The hemophilias are a group of diseases which manifest as an increased bleeding tendency. These inherited diseases are secondary to a deficiency of clotting factors. In hemophilia A, the deficient clotting factor is factor VIII, and in hemophilia B (Christmas disease), factor IX is deficient. Rosenthal’s disease refers to a deficiency of factor XI and is a rare bleeding disorder seen mostly in Ashkenazi Jews. Rosenthal’s disease is generally not as severe clinically as the other hemophilias. The degree of clotting factor deficiency determines how severe the symptoms manifest. When levels are less than one percent (severe hemophilia), clinical symptoms are severe and generally manifest early in life. In patients with factor activity levels of between one and five percent (moderate hemophilia) their risk of bleeding increases only after surgery or trauma and generally are not subject to spontaneous hemorrhaging. Hemophilia patients with factor activity levels between six and 24 percent (mild disease) are only at risk for complications with major surgery or severe trauma.

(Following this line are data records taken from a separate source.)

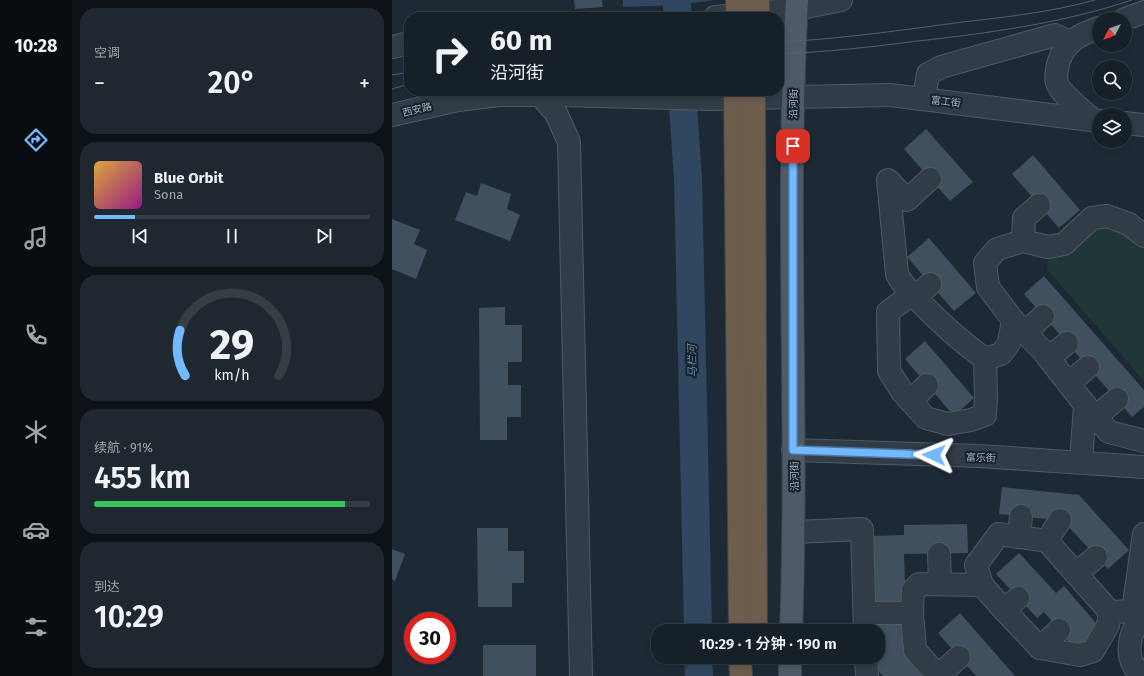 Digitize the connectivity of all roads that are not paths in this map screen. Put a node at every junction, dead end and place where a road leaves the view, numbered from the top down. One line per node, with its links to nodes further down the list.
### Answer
1 (737, 0): 5 (highway, bridge)
2 (758, 0): 7 (highway, bridge)
3 (841, 0): 4 (street)
4 (794, 3): 6 (street); 19 (main road, 沿河街)
5 (737, 12)
6 (745, 12)
7 (758, 12)
8 (1144, 12): 9 (street)
9 (1132, 16)
10 (1092, 30): 11 (street)
11 (1070, 42): 20 (street); 22 (street)
12 (404, 44): 13 (street)
13 (392, 48)
14 (491, 96): 21 (street, 西安路)
15 (541, 96): 69 (street)
16 (592, 96): 19 (street, 西安路)
17 (734, 96): 58 (highway, bridge)
18 (754, 96): 59 (highway, bridge)
19 (793, 98): 20 (street, 富工街); 43 (main road, 沿河街)
20 (924, 98): 23 (street, 富工街)
21 (392, 115)
22 (1092, 118)
23 (1092, 120)
24 (1132, 123): 25 (street)
25 (1144, 124)
26 (930, 179): 30 (street)
27 (1039, 205): 29 (street)
28 (1144, 236): 29 (street)
29 (1023, 241): 32 (street)
30 (919, 292): 35 (street); 40 (street)
31 (1043, 316): 32 (street)
32 (1019, 326): 34 (street); 35 (street)
33 (1067, 343): 34 (street)
34 (1049, 358): 37 (street)
35 (985, 359): 40 (street)
36 (1088, 367): 37 (street)
37 (1069, 383): 41 (street)
38 (928, 385): 40 (street)
39 (1117, 399): 41 (street)
40 (910, 400)
41 (1090, 411): 42 (street); 44 (street)
42 (1144, 441)
43 (793, 450): 44 (street, 富乐街); 47 (main road, 沿河街)
44 (1081, 462): 45 (street, 富乐街)
45 (1144, 467)
46 (1060, 520): 49 (street)
47 (795, 532): 57 (street); 60 (main road, 沿河街)
48 (1144, 534): 55 (street)
49 (1048, 540): 52 (street); 54 (street)
50 (939, 554): 53 (street)
51 (1096, 557): 52 (street)
52 (1076, 574): 55 (street)
53 (921, 584): 54 (street); 61 (street)
54 (982, 585): 63 (street)
55 (1110, 612): 63 (street)
56 (1144, 620): 75 (street)
57 (865, 622): 61 (street)
58 (740, 624)
59 (756, 624)
60 (791, 624)
61 (911, 626): 74 (street)
62 (1059, 630): 63 (street)
63 (1040, 648)
64 (959, 657): 74 (street)
65 (740, 664): 70 (highway)
66 (756, 664): 71 (highway)
67 (790, 664): 72 (main road)
68 (866, 664): 73 (street)
69 (581, 676)
70 (741, 676)
71 (756, 676)
72 (790, 676)
73 (867, 676)
74 (938, 676)
75 (1142, 676)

This disorder is transmitted via the X-linked chromosome, and therefore the disorder is seen almost exclusively in males. However, women may inherit the abnormal gene (all daughters of a hemophiliac male will be affected) and serve as carriers with their sons having a 50% chance of having the disease and their daughters have a 50% chance of being carriers. Prenatal evaluation with restriction fragment length polymorphisms (RFLPs) can identify carriers.
Symptoms include bleeding (epistaxis, hematuria, gastrointestinal bleeding or intracerebral hemorrhaging), hemarthrosis and bleeding into soft tissues with hematoma formation. In hemarthrosis, large joints are affected, bleeding generally resolves spontaneously, but patients are subject to repetitive episodes that results in joint damage and severe arthritis. Since intracerebral hemerrohage is a frequent cause of death in afflicted patients, headaches and any type of head trauma must be aggressively evaluated.
The only abnormality noted on screening labs is a prolonged aPTT. Diagnosis and disease severity are established by measuring factor VIII activity in hemophilia A and factor IX in hemophilia B. Since a prolonged aPTT may also be seen with inhibitors, the patient’s plasma is mixed with normal plasma and the aPTT is remeasured. A complete or partial correction after mixing indicates hemophilia; whereas, an aPTT that is unaffected by mixing indicates the presence of an inhibitor.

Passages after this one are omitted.